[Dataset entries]
________________________
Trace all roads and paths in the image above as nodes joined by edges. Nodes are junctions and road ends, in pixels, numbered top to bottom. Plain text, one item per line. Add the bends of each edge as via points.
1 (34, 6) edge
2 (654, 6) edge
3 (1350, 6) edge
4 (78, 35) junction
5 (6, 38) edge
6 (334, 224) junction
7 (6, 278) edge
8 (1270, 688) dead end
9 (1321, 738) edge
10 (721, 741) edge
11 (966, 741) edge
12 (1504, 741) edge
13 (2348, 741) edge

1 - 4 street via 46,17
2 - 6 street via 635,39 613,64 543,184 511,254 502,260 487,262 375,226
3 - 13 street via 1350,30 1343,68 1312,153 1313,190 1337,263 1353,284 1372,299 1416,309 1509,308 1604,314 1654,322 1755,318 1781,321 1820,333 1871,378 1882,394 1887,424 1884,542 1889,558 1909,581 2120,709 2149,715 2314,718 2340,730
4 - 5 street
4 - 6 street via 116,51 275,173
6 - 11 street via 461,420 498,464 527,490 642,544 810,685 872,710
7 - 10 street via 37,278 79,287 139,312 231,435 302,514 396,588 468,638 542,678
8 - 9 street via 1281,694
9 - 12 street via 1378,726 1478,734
________________________
- WORK ITEM: Retype all the records, matching them exactly.

- YOUR RESPONSE:
Trace all roads and paths in the image above as nodes joined by edges. Nodes are junctions and road ends, in pixels, numbered top to bottom. Plain text, one item per line. Add the bends of each edge as via points.
1 (34, 6) edge
2 (654, 6) edge
3 (1350, 6) edge
4 (78, 35) junction
5 (6, 38) edge
6 (334, 224) junction
7 (6, 278) edge
8 (1270, 688) dead end
9 (1321, 738) edge
10 (721, 741) edge
11 (966, 741) edge
12 (1504, 741) edge
13 (2348, 741) edge

1 - 4 street via 46,17
2 - 6 street via 635,39 613,64 543,184 511,254 502,260 487,262 375,226
3 - 13 street via 1350,30 1343,68 1312,153 1313,190 1337,263 1353,284 1372,299 1416,309 1509,308 1604,314 1654,322 1755,318 1781,321 1820,333 1871,378 1882,394 1887,424 1884,542 1889,558 1909,581 2120,709 2149,715 2314,718 2340,730
4 - 5 street
4 - 6 street via 116,51 275,173
6 - 11 street via 461,420 498,464 527,490 642,544 810,685 872,710
7 - 10 street via 37,278 79,287 139,312 231,435 302,514 396,588 468,638 542,678
8 - 9 street via 1281,694
9 - 12 street via 1378,726 1478,734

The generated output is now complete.